Mika is back!
She stars in the award-laden Moonwind Mysteries, a gripping upper MG/YA historical series set in 1880s Sweden. The first two books in the series, The Night Raven and The Queen of Thieves, were filled with suspense, gritty details, fast pacing, and vivid characters, including the city of Stockholm, which becomes a tangible character in its own right.
I gulped down those first two books when they came out. So you can imagine my delight when the third volume appeared in my mailbox over the holidays! Incredibly enough, this third book, entitled The Lost Ones, is even better than those.
Tightly plotted and exciting throughout, The Lost Ones picks up where The Queen of Thieves left off. As in the first two books, Mika, a savvy and smart 12-year-old orphan, helps Constable Valdemar Hoff, whose sad past we finally learn about. Once again, the head of the orphanage doesn’t approve of Mika’s involvement–mostly because she doesn’t want Mika to get hurt. At the end of the second book, she had been forced to lie low after an explosion freed her from prison (where she should not have been in the first place). And once again, Mika nonetheless dives in, eventually putting herself in great danger. (Note that the book does get scary and violent, although never gratuitously so.)
This time, the mystery involves a missing teenage girl. Along the way, Mika continues to investigate her own hidden origins, which she has been trying to figure out throughout the series. She also delves into the identity of the Dark Angel, a shadowy figure who has been terrifying the children of Stockholm for years.
To say much more would be to step into the land of spoilers, which just wouldn’t do. Suffice it to say that The Night Raven was my personal favorite children’s book in 2023 and The Lost Ones may well take the prize for 2025.
The Lost Ones has a deeply satisfying denoument, with just a whisper of “to be continued” at the very end. In the original language, the series is up to four or five volumes, with potentially more in the works. However, I gather that only three have been slated for translating into English–at least for now.

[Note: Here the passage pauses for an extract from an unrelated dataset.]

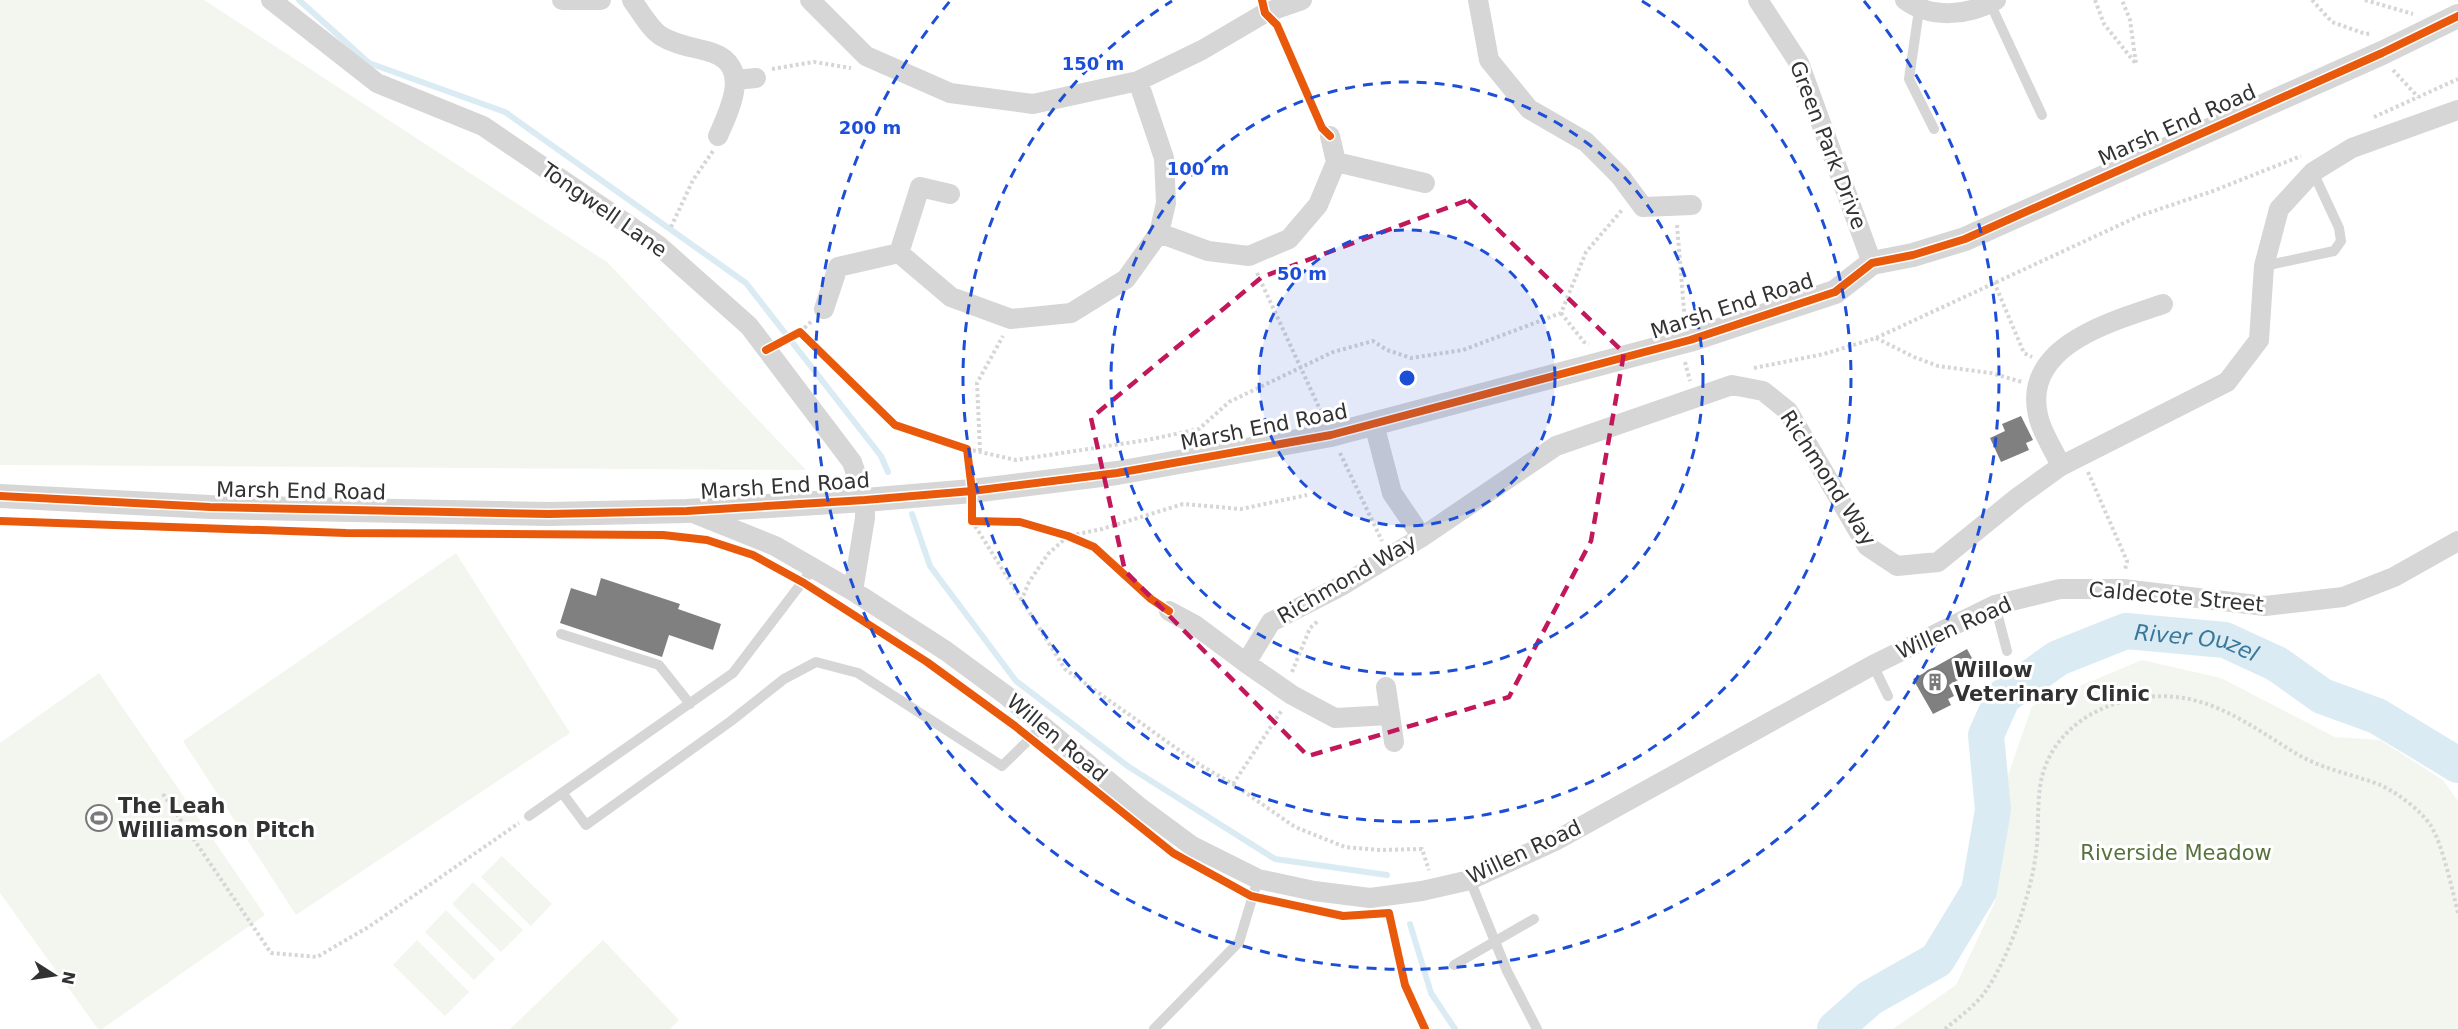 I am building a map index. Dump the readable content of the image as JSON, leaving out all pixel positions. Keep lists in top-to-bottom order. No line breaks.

Help that change: read The Lost Ones and then clamor for more!
The Lost Ones (The Moonwind Mysteries #3)
Written by Johan Rundberg
Translated from the Swedish by Eva Apelqvist
ISBN: 978-1662525940
January 7, 2025, Amazon Crossing Kids
Awards:
- Series: The Night Raven: Kirkus Best Middle Grade Book of the Year; GLLI Translated YA Book Prize shortlist; USBBY Outstanding International Book; Junior Library Guild Selection (for both The Night Raven and The Queen of Thieves);
- Original in Swedish: Crimetime Award for best children’s book 2021; Winner of the August Prize 2021; Winner of the Karlstad Children’s Novel Award; Winner of Sølvbergets reading competition “The Book of the Year” category 9-12, Norway 2023;
- Author: Astrid Lindgren Memorial Award
Reviews: Kirkus
Read an interview with the author
You can buy a copy here* or find it at a library.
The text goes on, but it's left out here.